DYANAVEL XR 20 is a CNS Stimulant that works by DYANAVEL XR is a central nervous system (CNS) stimulant. The mode of action is primarily through blockade of the reuptake of norepinephrine and dopamine into the presynaptic neuron, increasing their levels in the extraneuronal space. It also releases these monoamines from storage sites. The dextroamphetamine component is more potent than amphetamine in inhibiting norepinephrine reuptake, while the amphetamine component is more potent in inhibiting dopamine reuptake.. ADDERALL 10 is a CNS Stimulant that works by Adderall 10 contains a mixture of amphetamine salts (dextroamphetamine and levoamphetamine). Amphetamines are non-catecholamine sympathomimetic amines that promote the release of dopamine and norepinephrine from presynaptic neurons, inhibit their reuptake, and inhibit monoamine oxidase activity, thereby increasing extracellular levels of these neurotransmitters in the central nervous system.. They differ in pharmacokinetic profiles, FDA-approved indications, and side effect profiles.
Potency comparisons between DYANAVEL XR 20 and ADDERALL 10 depend on the specific clinical indication. These are both CNS Stimulant agents and are not directly interchangeable by dose. A physician or clinical pharmacist should guide any therapeutic switching decisions.
The standard adult dose of DYANAVEL XR 20 is: Initial 20 mg orally once daily in the morning, with or without food; may increase by 10 mg weekly to maximum 60 mg/day.. The standard adult dose of ADDERALL 10 is: 10 mg orally once daily in the morning, with or without food; may increase by 5-10 mg weekly based on tolerability and response; usual effective dose 10-40 mg/day divided into 2-3 doses; maximum 60 mg/day.. Dosing should always be individualized based on indication, renal and hepatic function, age, and other patient factors.

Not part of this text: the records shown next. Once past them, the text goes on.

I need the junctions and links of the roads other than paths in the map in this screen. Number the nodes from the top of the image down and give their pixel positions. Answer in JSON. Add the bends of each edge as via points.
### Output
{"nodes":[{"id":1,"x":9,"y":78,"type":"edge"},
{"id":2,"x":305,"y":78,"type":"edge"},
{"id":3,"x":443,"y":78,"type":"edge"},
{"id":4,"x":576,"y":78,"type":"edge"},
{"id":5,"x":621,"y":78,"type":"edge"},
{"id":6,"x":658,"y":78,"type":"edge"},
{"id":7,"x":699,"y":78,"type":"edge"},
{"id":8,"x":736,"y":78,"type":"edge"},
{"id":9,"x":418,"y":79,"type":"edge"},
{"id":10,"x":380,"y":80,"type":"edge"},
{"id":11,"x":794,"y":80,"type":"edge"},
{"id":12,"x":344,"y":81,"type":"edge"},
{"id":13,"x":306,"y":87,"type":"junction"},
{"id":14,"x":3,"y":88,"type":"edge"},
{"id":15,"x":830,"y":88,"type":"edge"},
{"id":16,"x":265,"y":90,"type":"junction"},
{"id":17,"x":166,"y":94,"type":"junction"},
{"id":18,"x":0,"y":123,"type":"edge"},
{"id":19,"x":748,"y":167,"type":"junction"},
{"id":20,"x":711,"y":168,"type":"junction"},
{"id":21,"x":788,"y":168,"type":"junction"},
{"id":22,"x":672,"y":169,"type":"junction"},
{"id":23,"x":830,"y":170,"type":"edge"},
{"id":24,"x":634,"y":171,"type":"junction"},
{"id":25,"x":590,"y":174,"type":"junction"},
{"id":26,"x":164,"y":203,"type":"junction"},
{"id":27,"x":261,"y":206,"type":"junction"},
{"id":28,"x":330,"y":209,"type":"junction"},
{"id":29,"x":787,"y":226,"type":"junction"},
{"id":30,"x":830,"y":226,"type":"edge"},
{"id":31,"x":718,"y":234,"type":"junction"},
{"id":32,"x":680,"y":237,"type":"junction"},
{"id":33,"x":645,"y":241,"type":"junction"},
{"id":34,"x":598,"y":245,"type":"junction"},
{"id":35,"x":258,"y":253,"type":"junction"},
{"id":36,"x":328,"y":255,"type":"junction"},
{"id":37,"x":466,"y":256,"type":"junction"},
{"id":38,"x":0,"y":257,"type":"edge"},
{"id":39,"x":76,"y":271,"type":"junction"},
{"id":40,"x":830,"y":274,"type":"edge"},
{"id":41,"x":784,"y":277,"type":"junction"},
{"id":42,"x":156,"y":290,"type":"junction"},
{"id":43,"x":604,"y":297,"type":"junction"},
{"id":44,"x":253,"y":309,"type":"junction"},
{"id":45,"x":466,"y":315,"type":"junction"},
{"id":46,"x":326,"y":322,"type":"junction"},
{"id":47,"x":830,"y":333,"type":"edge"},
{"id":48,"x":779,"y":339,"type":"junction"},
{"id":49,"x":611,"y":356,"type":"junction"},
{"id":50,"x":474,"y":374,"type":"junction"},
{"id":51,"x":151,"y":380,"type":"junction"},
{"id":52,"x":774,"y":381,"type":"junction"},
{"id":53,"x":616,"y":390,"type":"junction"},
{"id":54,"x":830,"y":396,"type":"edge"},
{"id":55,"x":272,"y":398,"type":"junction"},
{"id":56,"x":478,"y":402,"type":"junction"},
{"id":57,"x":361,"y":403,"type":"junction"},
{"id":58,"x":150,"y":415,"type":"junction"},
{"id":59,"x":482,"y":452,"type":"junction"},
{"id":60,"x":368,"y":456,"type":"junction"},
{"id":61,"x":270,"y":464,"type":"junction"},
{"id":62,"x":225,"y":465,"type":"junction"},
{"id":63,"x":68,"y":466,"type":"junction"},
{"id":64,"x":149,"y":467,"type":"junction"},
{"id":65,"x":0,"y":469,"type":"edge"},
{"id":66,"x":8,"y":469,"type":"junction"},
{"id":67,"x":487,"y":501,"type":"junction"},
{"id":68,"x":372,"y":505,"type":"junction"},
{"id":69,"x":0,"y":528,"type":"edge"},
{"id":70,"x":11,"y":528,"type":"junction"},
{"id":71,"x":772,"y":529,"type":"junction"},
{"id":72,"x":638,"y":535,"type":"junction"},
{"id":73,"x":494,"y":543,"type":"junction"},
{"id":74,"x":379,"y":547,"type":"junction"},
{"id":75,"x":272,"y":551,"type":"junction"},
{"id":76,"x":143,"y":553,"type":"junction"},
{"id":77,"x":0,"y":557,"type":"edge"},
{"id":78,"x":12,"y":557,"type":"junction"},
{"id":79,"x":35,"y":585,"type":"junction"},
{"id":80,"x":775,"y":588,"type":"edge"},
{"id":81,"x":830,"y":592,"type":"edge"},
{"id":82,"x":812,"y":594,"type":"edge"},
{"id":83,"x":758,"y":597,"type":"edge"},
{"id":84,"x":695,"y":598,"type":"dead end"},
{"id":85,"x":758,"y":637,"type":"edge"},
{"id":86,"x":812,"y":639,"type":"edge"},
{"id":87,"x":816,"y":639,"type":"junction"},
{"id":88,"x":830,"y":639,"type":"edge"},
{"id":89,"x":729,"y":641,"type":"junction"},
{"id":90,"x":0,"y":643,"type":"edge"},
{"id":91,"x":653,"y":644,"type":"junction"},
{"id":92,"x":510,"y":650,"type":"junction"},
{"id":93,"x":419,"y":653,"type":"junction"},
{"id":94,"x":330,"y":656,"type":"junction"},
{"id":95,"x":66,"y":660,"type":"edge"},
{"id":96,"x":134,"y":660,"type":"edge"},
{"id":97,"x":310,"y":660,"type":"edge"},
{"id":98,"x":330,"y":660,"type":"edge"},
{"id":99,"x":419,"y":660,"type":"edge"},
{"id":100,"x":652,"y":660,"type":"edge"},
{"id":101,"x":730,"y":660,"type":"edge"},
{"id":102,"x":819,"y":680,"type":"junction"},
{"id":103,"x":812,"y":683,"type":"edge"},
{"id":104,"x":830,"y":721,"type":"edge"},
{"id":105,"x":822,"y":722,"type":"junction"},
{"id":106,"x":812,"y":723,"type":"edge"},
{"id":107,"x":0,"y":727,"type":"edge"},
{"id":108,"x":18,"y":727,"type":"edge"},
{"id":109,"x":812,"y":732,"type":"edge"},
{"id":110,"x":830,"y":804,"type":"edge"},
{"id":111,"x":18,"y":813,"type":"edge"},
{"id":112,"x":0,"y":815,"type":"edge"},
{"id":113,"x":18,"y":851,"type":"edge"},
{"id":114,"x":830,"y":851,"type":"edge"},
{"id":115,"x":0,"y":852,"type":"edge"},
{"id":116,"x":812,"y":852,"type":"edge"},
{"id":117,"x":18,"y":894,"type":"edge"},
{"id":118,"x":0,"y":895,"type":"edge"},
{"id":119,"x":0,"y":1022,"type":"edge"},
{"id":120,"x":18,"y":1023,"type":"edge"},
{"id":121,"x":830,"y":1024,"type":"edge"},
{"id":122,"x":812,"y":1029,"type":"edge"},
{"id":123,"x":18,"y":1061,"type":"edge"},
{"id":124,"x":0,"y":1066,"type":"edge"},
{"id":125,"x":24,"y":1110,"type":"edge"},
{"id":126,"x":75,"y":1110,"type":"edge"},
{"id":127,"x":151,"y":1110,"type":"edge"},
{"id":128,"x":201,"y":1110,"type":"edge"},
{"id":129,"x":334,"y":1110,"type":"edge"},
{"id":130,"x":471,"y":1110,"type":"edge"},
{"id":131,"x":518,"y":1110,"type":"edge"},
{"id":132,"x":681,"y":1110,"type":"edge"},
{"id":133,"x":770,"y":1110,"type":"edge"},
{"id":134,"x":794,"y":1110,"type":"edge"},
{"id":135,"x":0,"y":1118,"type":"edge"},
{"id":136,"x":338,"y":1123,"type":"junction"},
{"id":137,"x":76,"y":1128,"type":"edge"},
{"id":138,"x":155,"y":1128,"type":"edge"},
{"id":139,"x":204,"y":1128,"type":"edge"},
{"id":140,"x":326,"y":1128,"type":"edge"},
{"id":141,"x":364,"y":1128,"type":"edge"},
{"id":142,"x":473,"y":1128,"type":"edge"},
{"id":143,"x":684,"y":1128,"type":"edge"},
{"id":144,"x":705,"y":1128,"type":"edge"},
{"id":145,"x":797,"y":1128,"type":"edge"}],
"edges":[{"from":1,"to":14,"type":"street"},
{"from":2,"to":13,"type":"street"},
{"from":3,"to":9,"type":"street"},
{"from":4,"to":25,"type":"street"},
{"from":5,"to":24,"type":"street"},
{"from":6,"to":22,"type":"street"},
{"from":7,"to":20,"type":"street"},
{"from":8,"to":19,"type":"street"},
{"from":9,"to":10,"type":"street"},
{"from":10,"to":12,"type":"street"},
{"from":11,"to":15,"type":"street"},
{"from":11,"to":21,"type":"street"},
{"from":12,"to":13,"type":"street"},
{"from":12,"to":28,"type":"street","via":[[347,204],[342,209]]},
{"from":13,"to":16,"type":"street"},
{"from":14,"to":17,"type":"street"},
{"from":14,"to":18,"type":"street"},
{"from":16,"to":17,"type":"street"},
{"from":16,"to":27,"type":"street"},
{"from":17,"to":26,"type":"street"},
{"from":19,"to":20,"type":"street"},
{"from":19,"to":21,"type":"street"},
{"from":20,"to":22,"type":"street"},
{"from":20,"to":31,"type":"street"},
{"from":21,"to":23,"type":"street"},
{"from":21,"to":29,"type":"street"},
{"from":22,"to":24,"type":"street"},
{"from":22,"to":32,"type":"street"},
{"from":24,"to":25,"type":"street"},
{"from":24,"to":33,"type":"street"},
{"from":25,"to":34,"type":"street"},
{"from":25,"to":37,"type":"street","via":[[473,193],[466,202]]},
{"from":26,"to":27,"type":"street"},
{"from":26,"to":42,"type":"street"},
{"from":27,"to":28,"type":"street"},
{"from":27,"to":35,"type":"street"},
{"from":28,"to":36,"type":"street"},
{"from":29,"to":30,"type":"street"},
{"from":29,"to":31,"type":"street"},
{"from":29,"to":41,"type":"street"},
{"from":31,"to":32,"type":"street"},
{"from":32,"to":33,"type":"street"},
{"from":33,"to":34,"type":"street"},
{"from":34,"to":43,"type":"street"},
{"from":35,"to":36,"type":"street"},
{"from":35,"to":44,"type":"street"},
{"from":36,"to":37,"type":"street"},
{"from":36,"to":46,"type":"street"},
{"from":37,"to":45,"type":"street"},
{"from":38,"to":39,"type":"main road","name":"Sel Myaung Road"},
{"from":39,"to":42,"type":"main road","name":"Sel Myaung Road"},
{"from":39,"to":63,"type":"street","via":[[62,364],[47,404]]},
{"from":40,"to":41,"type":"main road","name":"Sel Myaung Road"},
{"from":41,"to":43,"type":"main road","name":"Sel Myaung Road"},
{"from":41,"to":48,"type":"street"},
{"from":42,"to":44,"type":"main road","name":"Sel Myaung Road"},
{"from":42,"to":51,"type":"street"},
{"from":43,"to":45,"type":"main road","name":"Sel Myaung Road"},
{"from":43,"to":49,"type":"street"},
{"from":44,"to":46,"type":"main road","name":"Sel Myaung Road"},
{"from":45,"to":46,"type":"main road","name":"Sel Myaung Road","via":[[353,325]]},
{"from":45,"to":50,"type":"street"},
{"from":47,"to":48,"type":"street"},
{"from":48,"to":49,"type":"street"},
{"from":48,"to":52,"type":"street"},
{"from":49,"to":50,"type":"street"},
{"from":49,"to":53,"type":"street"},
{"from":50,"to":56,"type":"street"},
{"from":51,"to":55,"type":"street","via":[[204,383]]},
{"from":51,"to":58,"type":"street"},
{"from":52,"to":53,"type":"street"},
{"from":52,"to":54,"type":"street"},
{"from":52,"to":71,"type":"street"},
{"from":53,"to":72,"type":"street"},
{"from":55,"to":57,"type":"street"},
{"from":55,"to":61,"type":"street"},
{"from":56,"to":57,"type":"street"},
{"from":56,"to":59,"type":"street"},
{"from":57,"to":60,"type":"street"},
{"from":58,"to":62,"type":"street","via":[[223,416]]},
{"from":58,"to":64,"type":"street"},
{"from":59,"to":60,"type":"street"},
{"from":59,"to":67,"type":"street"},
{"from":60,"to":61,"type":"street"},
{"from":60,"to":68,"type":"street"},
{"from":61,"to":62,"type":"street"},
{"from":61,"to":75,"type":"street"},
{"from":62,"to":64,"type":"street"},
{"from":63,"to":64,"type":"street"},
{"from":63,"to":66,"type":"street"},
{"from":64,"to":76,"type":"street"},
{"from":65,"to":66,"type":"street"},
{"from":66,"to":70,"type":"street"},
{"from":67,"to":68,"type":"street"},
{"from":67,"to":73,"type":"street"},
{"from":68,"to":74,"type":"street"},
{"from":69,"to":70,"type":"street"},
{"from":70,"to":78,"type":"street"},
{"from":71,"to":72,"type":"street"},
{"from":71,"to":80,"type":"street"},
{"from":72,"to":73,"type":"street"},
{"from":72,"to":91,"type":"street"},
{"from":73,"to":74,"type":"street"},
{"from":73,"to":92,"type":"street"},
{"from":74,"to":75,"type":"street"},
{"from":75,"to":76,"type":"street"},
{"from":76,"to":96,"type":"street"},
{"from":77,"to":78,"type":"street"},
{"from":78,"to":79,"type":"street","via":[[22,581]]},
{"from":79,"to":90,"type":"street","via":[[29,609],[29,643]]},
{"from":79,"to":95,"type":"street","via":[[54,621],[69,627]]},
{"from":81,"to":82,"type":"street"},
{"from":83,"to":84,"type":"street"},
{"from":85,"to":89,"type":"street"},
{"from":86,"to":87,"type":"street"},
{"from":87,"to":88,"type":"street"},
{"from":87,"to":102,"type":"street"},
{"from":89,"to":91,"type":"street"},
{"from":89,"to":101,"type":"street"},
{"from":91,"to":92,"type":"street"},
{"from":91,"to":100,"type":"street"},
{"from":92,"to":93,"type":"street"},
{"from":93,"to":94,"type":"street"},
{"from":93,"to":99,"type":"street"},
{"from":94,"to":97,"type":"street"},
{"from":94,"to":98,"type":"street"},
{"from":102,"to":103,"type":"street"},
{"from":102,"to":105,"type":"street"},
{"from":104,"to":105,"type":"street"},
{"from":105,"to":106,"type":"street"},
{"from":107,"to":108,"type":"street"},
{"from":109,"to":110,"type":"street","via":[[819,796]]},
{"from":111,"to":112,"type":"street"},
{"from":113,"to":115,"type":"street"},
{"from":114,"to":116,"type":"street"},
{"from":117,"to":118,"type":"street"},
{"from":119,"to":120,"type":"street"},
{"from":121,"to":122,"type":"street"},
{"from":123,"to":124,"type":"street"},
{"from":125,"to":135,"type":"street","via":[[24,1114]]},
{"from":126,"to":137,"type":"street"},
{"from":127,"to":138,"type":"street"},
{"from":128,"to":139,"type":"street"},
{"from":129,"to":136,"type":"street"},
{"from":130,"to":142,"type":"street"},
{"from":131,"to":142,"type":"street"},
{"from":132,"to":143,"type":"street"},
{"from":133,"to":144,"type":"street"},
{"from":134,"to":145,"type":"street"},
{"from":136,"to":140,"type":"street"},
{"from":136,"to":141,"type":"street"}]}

No direct drug-drug interaction has been formally documented between DYANAVEL XR 20 and ADDERALL 10 in current clinical databases. However, individual patient risk factors including other medications, organ function, and comorbidities should always be evaluated by a qualified healthcare provider.
The maternal-fetal safety profiles differ. DYANAVEL XR 20 is classified as Category C. Pregnancy Category C. There is no adequate and well-controlled study in pregnant women. In animal reproduction studies, amphetamine (dextroamphetamine/amphetamine) at doses up to 4. ADDERALL 10 is classified as Category C. Pregnancy Category C. First trimester: potential increased risk of congenital malformations (e.g., gastroschisis, oral clefts) based on limited human data. Second and third trimest. Always consult a maternal-fetal medicine specialist before taking either drug during pregnancy or lactation.